=== Activity ===
Give back each line of the material that contains the word "ถนนเจร".

=== Exercise data ===
=======

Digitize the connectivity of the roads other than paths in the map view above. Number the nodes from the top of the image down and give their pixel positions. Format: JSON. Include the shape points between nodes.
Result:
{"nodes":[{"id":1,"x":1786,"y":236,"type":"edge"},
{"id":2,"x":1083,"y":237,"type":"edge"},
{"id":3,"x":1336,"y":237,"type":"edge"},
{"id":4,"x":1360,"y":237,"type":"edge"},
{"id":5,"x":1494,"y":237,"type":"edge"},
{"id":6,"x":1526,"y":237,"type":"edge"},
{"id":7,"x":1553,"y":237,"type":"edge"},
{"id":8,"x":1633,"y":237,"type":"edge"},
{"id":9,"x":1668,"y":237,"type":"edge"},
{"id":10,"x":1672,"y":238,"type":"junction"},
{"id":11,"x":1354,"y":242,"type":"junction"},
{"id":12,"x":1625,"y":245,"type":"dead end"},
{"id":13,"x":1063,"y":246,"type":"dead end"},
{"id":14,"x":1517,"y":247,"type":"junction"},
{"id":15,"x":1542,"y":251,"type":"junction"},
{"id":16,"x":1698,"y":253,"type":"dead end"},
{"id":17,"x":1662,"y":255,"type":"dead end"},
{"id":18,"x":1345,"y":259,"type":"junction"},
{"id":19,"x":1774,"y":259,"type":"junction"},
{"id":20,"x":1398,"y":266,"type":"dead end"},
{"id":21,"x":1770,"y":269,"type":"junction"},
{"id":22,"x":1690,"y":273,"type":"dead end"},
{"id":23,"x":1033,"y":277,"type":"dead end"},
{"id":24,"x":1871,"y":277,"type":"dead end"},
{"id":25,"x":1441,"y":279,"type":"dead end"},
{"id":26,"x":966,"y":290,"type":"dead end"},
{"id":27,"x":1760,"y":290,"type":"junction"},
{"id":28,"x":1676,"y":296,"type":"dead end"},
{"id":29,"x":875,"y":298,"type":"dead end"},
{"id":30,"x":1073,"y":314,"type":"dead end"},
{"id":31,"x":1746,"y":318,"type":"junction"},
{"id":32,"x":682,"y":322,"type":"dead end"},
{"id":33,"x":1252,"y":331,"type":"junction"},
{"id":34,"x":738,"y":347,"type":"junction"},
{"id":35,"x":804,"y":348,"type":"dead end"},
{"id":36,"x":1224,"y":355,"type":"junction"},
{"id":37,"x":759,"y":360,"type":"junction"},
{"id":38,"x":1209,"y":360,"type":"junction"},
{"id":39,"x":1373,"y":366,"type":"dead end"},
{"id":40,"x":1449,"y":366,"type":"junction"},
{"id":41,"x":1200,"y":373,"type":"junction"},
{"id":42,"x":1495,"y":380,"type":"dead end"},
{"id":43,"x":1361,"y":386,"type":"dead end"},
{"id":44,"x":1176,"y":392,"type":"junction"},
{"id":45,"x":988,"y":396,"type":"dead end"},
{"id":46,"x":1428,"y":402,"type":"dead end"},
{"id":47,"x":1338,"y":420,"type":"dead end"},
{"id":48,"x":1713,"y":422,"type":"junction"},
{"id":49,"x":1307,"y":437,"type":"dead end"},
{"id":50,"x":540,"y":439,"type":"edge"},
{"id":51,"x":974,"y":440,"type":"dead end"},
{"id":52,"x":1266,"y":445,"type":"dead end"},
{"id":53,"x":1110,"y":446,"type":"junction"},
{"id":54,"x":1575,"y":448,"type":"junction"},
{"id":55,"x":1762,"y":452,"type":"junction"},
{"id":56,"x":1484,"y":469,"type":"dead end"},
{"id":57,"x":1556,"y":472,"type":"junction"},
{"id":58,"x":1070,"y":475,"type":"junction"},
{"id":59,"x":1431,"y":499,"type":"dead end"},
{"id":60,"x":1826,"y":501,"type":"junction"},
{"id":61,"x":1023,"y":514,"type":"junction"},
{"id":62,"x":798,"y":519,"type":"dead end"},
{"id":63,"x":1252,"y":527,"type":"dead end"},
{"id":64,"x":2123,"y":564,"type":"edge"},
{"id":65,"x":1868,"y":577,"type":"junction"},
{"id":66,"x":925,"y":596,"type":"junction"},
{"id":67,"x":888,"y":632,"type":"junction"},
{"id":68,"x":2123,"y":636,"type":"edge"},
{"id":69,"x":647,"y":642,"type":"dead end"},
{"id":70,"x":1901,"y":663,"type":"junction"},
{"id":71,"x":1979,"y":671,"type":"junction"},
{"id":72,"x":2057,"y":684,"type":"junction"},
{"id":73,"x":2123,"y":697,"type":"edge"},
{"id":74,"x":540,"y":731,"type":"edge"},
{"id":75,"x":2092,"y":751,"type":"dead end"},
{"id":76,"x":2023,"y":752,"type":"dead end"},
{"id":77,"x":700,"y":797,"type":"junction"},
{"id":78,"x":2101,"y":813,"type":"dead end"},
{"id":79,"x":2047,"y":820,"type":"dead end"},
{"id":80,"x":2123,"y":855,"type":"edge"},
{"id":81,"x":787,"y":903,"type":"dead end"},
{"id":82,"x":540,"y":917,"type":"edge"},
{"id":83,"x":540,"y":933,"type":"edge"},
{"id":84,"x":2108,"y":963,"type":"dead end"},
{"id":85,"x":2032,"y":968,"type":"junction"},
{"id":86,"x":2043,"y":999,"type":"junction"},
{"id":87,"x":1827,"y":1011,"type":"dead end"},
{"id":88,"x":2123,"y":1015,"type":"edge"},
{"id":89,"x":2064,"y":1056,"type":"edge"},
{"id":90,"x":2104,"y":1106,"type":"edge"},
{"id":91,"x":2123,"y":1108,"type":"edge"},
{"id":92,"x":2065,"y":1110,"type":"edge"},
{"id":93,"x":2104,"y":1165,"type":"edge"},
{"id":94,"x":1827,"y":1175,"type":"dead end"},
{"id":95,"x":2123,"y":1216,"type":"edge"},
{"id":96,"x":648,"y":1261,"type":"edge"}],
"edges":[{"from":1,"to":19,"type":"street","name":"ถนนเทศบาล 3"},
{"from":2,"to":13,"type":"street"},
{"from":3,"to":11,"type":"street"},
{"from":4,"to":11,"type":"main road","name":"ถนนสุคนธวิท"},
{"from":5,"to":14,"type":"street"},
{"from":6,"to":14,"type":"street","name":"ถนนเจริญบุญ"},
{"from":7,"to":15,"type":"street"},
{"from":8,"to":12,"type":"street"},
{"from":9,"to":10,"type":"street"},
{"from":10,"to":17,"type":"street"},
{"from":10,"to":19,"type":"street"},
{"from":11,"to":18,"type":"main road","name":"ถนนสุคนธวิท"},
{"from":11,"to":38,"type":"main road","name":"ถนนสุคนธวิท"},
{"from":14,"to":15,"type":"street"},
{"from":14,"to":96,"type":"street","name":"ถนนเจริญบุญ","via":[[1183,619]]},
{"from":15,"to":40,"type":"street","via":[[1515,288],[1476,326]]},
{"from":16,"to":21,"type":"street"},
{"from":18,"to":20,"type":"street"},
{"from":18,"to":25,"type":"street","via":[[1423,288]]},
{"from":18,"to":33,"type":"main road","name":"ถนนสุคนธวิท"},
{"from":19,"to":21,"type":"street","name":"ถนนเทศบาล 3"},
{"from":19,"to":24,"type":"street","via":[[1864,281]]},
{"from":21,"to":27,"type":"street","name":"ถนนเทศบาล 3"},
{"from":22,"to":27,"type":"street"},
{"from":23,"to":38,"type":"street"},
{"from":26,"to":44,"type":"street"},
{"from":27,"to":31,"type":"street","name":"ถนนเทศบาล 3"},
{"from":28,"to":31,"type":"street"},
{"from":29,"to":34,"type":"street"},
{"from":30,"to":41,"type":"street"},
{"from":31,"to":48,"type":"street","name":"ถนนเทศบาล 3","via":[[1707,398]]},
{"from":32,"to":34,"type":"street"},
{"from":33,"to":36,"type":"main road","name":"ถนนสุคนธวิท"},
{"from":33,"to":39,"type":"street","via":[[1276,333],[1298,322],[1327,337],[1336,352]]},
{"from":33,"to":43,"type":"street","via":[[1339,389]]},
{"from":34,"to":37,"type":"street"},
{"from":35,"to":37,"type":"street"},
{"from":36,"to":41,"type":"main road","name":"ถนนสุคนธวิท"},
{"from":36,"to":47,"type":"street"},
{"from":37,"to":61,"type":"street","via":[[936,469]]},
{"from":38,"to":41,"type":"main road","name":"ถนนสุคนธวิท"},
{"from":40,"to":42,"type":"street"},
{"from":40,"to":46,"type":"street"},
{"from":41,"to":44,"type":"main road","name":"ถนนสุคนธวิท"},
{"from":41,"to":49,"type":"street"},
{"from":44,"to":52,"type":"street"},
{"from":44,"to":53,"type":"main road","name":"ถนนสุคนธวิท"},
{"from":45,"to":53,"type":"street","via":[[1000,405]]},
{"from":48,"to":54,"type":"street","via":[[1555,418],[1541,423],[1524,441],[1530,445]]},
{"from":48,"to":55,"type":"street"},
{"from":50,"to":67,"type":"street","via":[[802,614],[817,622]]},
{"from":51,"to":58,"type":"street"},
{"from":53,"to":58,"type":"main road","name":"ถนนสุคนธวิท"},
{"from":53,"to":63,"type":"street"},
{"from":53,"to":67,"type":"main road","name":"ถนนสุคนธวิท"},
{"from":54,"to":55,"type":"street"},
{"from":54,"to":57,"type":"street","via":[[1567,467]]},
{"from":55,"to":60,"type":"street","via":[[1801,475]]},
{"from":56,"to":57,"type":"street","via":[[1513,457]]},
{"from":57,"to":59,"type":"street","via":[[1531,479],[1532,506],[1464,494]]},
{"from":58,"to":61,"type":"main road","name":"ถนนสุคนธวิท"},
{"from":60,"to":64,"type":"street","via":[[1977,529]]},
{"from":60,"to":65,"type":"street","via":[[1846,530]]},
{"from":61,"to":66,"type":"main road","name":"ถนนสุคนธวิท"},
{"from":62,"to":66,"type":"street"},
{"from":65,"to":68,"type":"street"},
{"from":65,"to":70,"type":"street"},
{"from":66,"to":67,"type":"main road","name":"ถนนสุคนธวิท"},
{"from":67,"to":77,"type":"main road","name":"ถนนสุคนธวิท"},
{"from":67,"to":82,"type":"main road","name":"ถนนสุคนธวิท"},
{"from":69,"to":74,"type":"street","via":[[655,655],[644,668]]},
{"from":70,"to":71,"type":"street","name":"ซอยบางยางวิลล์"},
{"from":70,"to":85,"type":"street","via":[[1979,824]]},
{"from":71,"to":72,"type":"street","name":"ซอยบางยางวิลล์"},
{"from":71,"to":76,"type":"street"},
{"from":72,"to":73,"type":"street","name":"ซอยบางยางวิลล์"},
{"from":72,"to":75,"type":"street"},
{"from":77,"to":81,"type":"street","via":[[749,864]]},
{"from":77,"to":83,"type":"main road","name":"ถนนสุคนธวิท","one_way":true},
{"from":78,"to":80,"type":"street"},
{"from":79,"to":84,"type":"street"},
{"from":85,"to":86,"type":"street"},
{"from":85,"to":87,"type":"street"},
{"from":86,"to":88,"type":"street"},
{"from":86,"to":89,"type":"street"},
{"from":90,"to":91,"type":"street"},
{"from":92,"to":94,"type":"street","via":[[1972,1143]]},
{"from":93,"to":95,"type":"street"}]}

=======

=== Answer to this exercise ===
{"from":6,"to":14,"type":"street","name":"ถนนเจริญบุญ"},
{"from":14,"to":96,"type":"street","name":"ถนนเจริญบุญ","via":[[1183,619]]},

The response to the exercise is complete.